The New York City Independent Budget Office is just out with an analysis (pdf )of income distribution in the city. It’s no surprise that it’s very unequal. The surprise is that it’s far more unequal than Brazil’s.

Full details are available in the letter—which was in response to a request from City Council member James Oddo—but here are some highlights:

  • The poorest tenth (decile) of the city’s population has an average income of $988, and claim 0.1% of the city’s total income. Since the source of this data is tax returns, the very poor no doubt have hidden sources of income. Taxable income doesn’t include many social benefits, like public housing or Food Stamps. Even allowing for that, my god.
  • The bottom half of the city’s income distribution has 9% of total income; the bottom 80%, 29%. Comparable figures for the U.S. are 19% for the bottom half and 44% for the bottom four-fifths.
  • The richest 10% of New Yorkers have 58% of total income, and the richest 5%, 49%. The national average is 42% for the top 10%, and 32% for the top 5%
  • And here’s where the action is, the proverbial 1%: it has 34% of total income, compared with 19% for the U.S. as a whole.

Some dollar amounts to make those percentages more concrete:

  • The average income of the poorest 30% is $6,373, on a par with Egypt and about $1,200 below China’s (computed on a purchasing power parity basis, which attempts to adjust for price differences across countries).
  • The city’s median income—the level at which half the population is richer and half is poorer—is $28,213. That’s roughly the level of Greece.
  • The average income of the top 10% (a category that begins at $105,368) is $387,259.
  • The average income of the top 1% (a category that begins at $493,439) is $2,247,515. These are the people that Andrew Cuomo was very reluctant to tax.
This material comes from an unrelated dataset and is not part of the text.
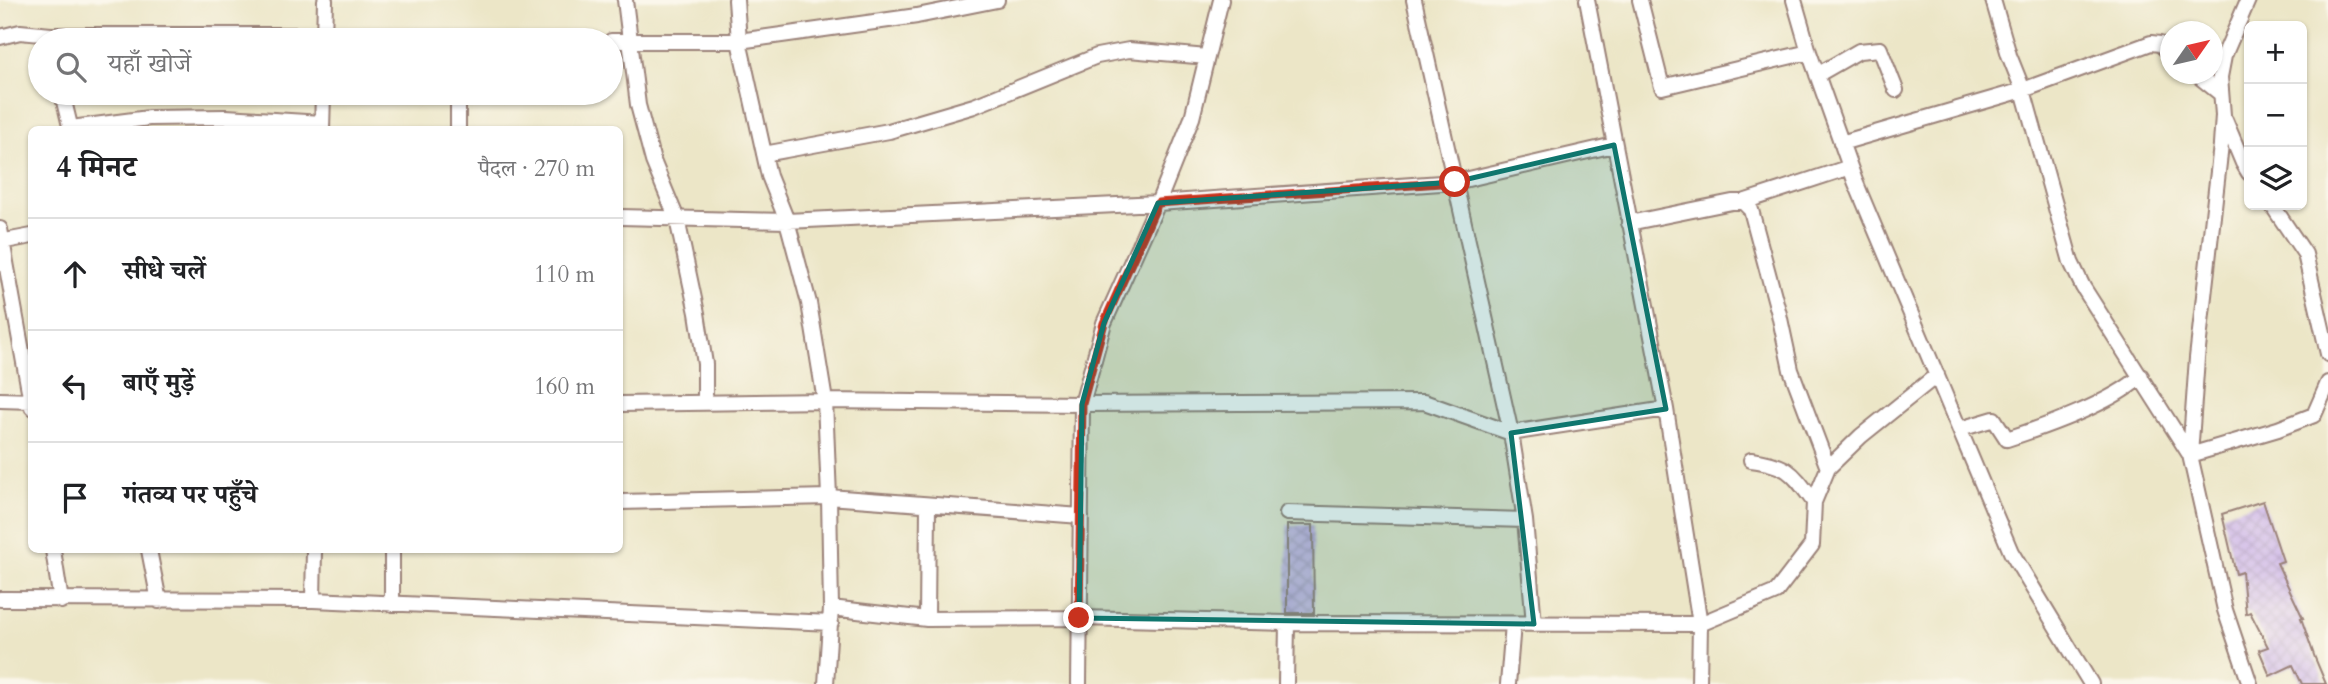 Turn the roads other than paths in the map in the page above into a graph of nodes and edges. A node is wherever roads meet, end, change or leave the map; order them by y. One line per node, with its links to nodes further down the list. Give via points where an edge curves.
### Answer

How does the city’s income distribution compare with that of Brazil, a country with a worldwide reputation for stunning inequality?

  • The income of the top 20% of New Yorkers is 64 times that of the bottom 20%. In Brazil, that ratio is 17 times.
  • The income of the top 10% of New Yorkers is 582 times that of the poorest 10%. In Brazil, that ratio is 35 times.

The New York and Brazilian comparisons are pretty rough, since the Brazilian figures are based on survey data reported by the World Bank. Rich people don’t answer surveys, so the incomes of rich Brazlians are probably way underestimated by that data. But if you look a little down the scale, to the second-richest quintile (20% slice) of Brazilians, they have incomes about 6 times the poorest quintile. In New York, the comparable ratio is 14 times.

So there you have it: New York City makes Brazil look almost like Sweden!

23 Comments on “NYC: more unequal than Brazil

  1. It says here that *average* GDP per head in China around the same as income of the *lowest 30 per cent* in New York.
    https://www.cia.gov/library/publications/the-world-factbook/geos/ch.html
    I appreciate that New York’s fabulously wealthy are fabulously wealthy, which is no doubt painful for the less wealthy to live with, but are the less wealthy New Yorkers really less wealthy than the less wealthy in the rest of the world? When you say, ‘New York City makes Brazil look like Sweden’, you mean in terms of the spread of incomes, but that does not necessarily mean that New Yorkers overall are not much better off than those elsewhere.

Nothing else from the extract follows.